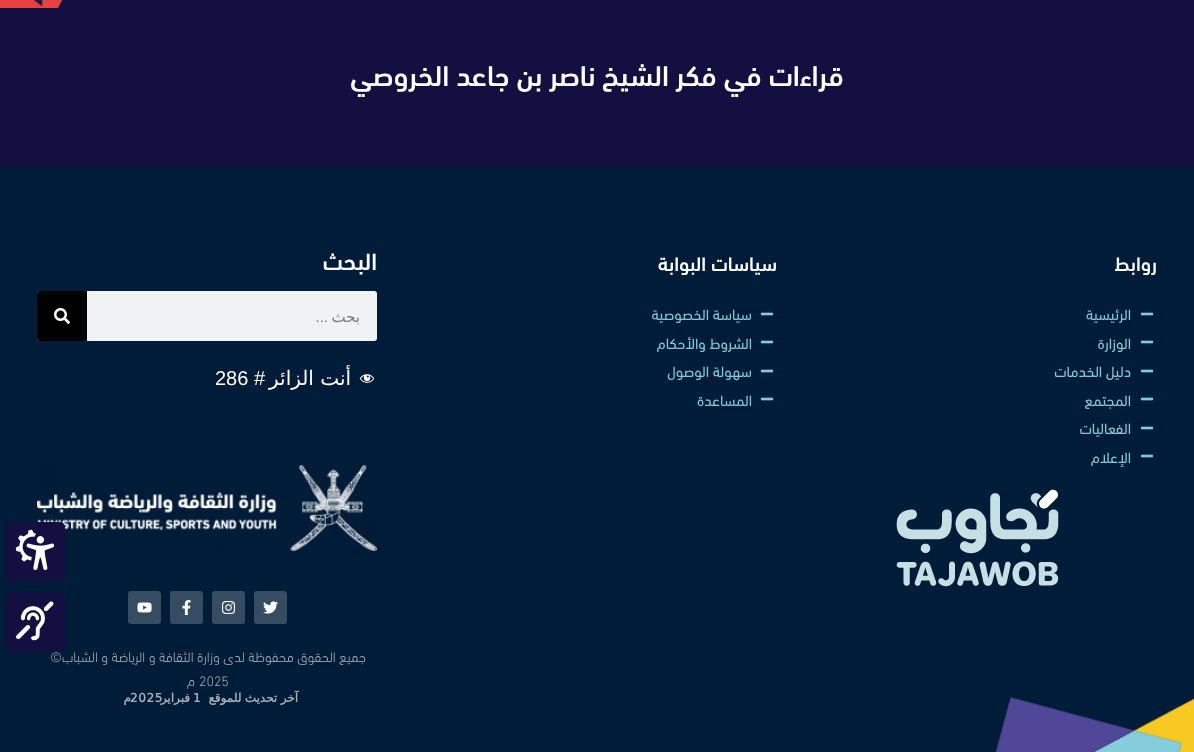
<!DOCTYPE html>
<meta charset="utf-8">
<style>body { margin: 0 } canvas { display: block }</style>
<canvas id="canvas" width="1194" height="752"></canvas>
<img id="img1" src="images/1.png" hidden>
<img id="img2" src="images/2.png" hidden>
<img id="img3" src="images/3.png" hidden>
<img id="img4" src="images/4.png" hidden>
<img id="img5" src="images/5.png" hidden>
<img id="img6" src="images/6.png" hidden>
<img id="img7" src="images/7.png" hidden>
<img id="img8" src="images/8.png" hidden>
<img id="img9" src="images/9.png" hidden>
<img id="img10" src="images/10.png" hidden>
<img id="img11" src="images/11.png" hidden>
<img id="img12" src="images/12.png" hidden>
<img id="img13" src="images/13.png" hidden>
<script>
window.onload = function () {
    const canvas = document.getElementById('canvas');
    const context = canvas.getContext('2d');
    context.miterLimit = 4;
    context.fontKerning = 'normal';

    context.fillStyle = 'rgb(19, 15, 65)';
    context.fillRect(0, 0, 1194, 752);
    context.drawImage(document.getElementById('img1'), 0, 0, 63, 8);
    context.fillStyle = 'rgb(0, 28, 56)';
    context.fillRect(0, 167, 1194, 585);
    context.drawImage(document.getElementById('img2'), 995, 697, 199, 55);
    context.drawImage(document.getElementById('img3'), 1140, 312, 14, 4);
    context.drawImage(document.getElementById('img3'), 1140, 340, 14, 4);
    context.drawImage(document.getElementById('img3'), 1140, 369, 14, 4);
    context.drawImage(document.getElementById('img3'), 1140, 397, 14, 4);
    context.drawImage(document.getElementById('img3'), 1140, 426, 14, 4);
    context.drawImage(document.getElementById('img3'), 1140, 454, 14, 4);
    context.drawImage(document.getElementById('img4'), 896, 489, 163, 98);
    context.drawImage(document.getElementById('img3'), 760, 312, 14, 4);
    context.drawImage(document.getElementById('img3'), 760, 340, 14, 4);
    context.drawImage(document.getElementById('img3'), 760, 369, 14, 4);
    context.drawImage(document.getElementById('img3'), 760, 397, 14, 4);
    context.fillStyle = 'rgb(241, 242, 243)';
    context.beginPath();
    context.roundRect(37, 291, 340, 50, 3);
    context.fill();
    context.fillStyle = 'rgb(0, 0, 0)';
    context.beginPath();
    context.roundRect(37, 291, 50, 50, [3, 0, 0, 3]);
    context.fill();
    context.drawImage(document.getElementById('img5'), 54, 308, 16, 16);
    context.drawImage(document.getElementById('img6'), 359, 374, 16, 9);
    context.drawImage(document.getElementById('img7'), 37, 465, 340, 86);
    context.fillStyle = 'rgb(54, 76, 98)';
    context.beginPath();
    context.roundRect(254, 591, 33, 33, 3);
    context.fill();
    context.drawImage(document.getElementById('img8'), 263, 601, 15, 13);
    context.beginPath();
    context.roundRect(212, 591, 33, 33, 3);
    context.fill();
    context.drawImage(document.getElementById('img9'), 222, 601, 14, 13);
    context.beginPath();
    context.roundRect(170, 591, 33, 33, 3);
    context.fill();
    context.drawImage(document.getElementById('img10'), 182, 600, 9, 15);
    context.beginPath();
    context.roundRect(128, 591, 33, 33, 3);
    context.fill();
    context.drawImage(document.getElementById('img11'), 137, 602, 15, 11);
    context.fillStyle = 'rgb(19, 15, 65)';
    context.beginPath();
    context.roundRect(5, 522, 60, 60, 5);
    context.fill();
    context.drawImage(document.getElementById('img12'), 15, 529, 40, 41);
    context.beginPath();
    context.roundRect(5, 592, 60, 60, 6);
    context.fill();
    context.drawImage(document.getElementById('img13'), 15, 601, 39, 40);
    context.direction = 'rtl';
    context.font = '500 29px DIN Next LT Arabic';
    context.fillStyle = 'rgb(255, 255, 255)';
    context.fillText('قراءات في فكر الشيخ ناصر بن جاعد الخروصي', 844, 86);
    context.font = '500 20px DIN Next LT Arabic';
    context.fillText('روابط', 1157, 271);
    context.font = '15px DIN Next LT Arabic';
    context.fillStyle = 'rgb(131, 203, 216)';
    context.fillText('الرئيسية', 1131, 320);
    context.fillText('الوزارة', 1131, 349);
    context.fillText('دليل الخدمات', 1131, 377);
    context.fillText('المجتمع', 1131, 406);
    context.fillText('الفعاليات', 1131, 434);
    context.fillText('الإعلام', 1131, 463);
    context.font = '500 20px DIN Next LT Arabic';
    context.fillStyle = 'rgb(255, 255, 255)';
    context.fillText('سياسات البوابة', 777, 271);
    context.font = '15px DIN Next LT Arabic';
    context.fillStyle = 'rgb(131, 203, 216)';
    context.fillText('سياسة الخصوصية', 752, 320);
    context.fillText('الشروط والأحكام', 752, 349);
    context.fillText('سهولة الوصول', 752, 377);
    context.fillText('المساعدة', 752, 406);
    context.font = '500 24px DIN Next LT Arabic';
    context.fillStyle = 'rgb(255, 255, 255)';
    context.fillText('البحث', 377, 270);
    context.font = '15px DejaVu Sans';
    context.fillStyle = 'rgb(120, 126, 134)';
    context.fillText('بحث', 360, 322);
    context.font = '15px Liberation Sans';
    context.fillText('...', 328, 322);
    context.font = '20px DejaVu Sans';
    context.fillStyle = 'rgb(255, 255, 255)';
    context.fillText('أنت الزائر', 351, 385);
    context.font = '20px Liberation Sans';
    context.fillText('#', 265, 385);
    context.direction = 'ltr';
    context.fillText('286', 215, 385);
    context.direction = 'rtl';
    context.font = '300 14px DIN Next LT Arabic';
    context.fillStyle = 'rgb(166, 176, 185)';
    context.fillText('جميع الحقوق محفوظة لدى وزارة الثقافة و الرياضة و الشباب©', 366, 662);
    context.direction = 'ltr';
    context.fillText('2025', 199, 686);
    context.direction = 'rtl';
    context.fillText('م', 195, 686);
    context.letterSpacing = '0.6px';
    context.wordSpacing = '-1px';
    context.font = 'bold 12px DejaVu Sans';
    context.fillText('آخر تحديث للموقع', 298, 702);
    context.wordSpacing = '0px';
    context.direction = 'ltr';
    context.fillText('1', 193, 702);
    context.fillText('2025', 130, 702);
    context.direction = 'rtl';
    context.fillText('فبراير', 190, 702);
    context.fillText('م', 131, 702);
};
</script>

◇ ◇ ◇ ◇ ◇

## Assigned task
Scan the listing for the word "const". Copy every line in which it appears.

## Answer box
    const canvas = document.getElementById('canvas');
    const context = canvas.getContext('2d');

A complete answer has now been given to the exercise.